■ Work instructions: Repeat the records below verbatim.

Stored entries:

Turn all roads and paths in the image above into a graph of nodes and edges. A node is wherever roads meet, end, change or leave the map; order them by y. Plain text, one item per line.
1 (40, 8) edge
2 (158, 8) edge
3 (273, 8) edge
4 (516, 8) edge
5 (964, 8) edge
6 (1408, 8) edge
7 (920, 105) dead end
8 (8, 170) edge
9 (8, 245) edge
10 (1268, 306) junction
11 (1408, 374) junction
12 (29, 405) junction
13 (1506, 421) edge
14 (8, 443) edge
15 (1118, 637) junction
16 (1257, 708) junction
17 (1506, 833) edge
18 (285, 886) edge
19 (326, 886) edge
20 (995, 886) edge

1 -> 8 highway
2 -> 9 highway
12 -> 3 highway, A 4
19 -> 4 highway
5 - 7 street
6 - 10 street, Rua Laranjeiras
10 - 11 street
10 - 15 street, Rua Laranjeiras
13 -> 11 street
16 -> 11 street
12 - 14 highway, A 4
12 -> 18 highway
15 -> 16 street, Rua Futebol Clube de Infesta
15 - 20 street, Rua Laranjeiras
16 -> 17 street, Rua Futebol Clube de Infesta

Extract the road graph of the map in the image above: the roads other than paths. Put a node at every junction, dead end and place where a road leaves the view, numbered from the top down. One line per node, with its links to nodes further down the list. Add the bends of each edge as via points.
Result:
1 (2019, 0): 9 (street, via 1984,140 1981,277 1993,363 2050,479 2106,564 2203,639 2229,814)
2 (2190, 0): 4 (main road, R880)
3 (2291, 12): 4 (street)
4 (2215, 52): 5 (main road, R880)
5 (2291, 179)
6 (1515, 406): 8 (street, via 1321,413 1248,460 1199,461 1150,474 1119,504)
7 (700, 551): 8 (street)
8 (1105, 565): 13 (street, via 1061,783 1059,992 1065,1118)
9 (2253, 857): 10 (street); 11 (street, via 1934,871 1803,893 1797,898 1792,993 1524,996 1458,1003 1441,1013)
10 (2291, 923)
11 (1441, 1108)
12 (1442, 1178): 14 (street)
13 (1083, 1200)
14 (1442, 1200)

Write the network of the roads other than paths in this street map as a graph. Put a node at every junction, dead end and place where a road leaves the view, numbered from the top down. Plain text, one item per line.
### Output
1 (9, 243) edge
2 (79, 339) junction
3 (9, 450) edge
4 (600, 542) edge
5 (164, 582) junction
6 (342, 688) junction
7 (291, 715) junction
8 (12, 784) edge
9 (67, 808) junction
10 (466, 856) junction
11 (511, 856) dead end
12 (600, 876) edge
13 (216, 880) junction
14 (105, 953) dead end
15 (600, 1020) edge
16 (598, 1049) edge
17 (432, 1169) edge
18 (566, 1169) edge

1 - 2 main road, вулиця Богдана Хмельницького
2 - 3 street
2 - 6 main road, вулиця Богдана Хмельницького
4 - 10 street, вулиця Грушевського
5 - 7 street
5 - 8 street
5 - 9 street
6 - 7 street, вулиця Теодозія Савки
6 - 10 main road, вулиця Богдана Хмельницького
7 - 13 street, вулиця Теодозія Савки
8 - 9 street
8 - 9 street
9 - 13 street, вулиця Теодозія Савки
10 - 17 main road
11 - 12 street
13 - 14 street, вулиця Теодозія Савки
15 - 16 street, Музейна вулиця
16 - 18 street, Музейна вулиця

■ Output for this exercise:
Turn all roads and paths in the image above into a graph of nodes and edges. A node is wherever roads meet, end, change or leave the map; order them by y. Plain text, one item per line.
1 (40, 8) edge
2 (158, 8) edge
3 (273, 8) edge
4 (516, 8) edge
5 (964, 8) edge
6 (1408, 8) edge
7 (920, 105) dead end
8 (8, 170) edge
9 (8, 245) edge
10 (1268, 306) junction
11 (1408, 374) junction
12 (29, 405) junction
13 (1506, 421) edge
14 (8, 443) edge
15 (1118, 637) junction
16 (1257, 708) junction
17 (1506, 833) edge
18 (285, 886) edge
19 (326, 886) edge
20 (995, 886) edge

1 -> 8 highway
2 -> 9 highway
12 -> 3 highway, A 4
19 -> 4 highway
5 - 7 street
6 - 10 street, Rua Laranjeiras
10 - 11 street
10 - 15 street, Rua Laranjeiras
13 -> 11 street
16 -> 11 street
12 - 14 highway, A 4
12 -> 18 highway
15 -> 16 street, Rua Futebol Clube de Infesta
15 - 20 street, Rua Laranjeiras
16 -> 17 street, Rua Futebol Clube de Infesta

Extract the road graph of the map in the image above: the roads other than paths. Put a node at every junction, dead end and place where a road leaves the view, numbered from the top down. One line per node, with its links to nodes further down the list. Add the bends of each edge as via points.
Result:
1 (2019, 0): 9 (street, via 1984,140 1981,277 1993,363 2050,479 2106,564 2203,639 2229,814)
2 (2190, 0): 4 (main road, R880)
3 (2291, 12): 4 (street)
4 (2215, 52): 5 (main road, R880)
5 (2291, 179)
6 (1515, 406): 8 (street, via 1321,413 1248,460 1199,461 1150,474 1119,504)
7 (700, 551): 8 (street)
8 (1105, 565): 13 (street, via 1061,783 1059,992 1065,1118)
9 (2253, 857): 10 (street); 11 (street, via 1934,871 1803,893 1797,898 1792,993 1524,996 1458,1003 1441,1013)
10 (2291, 923)
11 (1441, 1108)
12 (1442, 1178): 14 (street)
13 (1083, 1200)
14 (1442, 1200)

Write the network of the roads other than paths in this street map as a graph. Put a node at every junction, dead end and place where a road leaves the view, numbered from the top down. Plain text, one item per line.
### Output
1 (9, 243) edge
2 (79, 339) junction
3 (9, 450) edge
4 (600, 542) edge
5 (164, 582) junction
6 (342, 688) junction
7 (291, 715) junction
8 (12, 784) edge
9 (67, 808) junction
10 (466, 856) junction
11 (511, 856) dead end
12 (600, 876) edge
13 (216, 880) junction
14 (105, 953) dead end
15 (600, 1020) edge
16 (598, 1049) edge
17 (432, 1169) edge
18 (566, 1169) edge

1 - 2 main road, вулиця Богдана Хмельницького
2 - 3 street
2 - 6 main road, вулиця Богдана Хмельницького
4 - 10 street, вулиця Грушевського
5 - 7 street
5 - 8 street
5 - 9 street
6 - 7 street, вулиця Теодозія Савки
6 - 10 main road, вулиця Богдана Хмельницького
7 - 13 street, вулиця Теодозія Савки
8 - 9 street
8 - 9 street
9 - 13 street, вулиця Теодозія Савки
10 - 17 main road
11 - 12 street
13 - 14 street, вулиця Теодозія Савки
15 - 16 street, Музейна вулиця
16 - 18 street, Музейна вулиця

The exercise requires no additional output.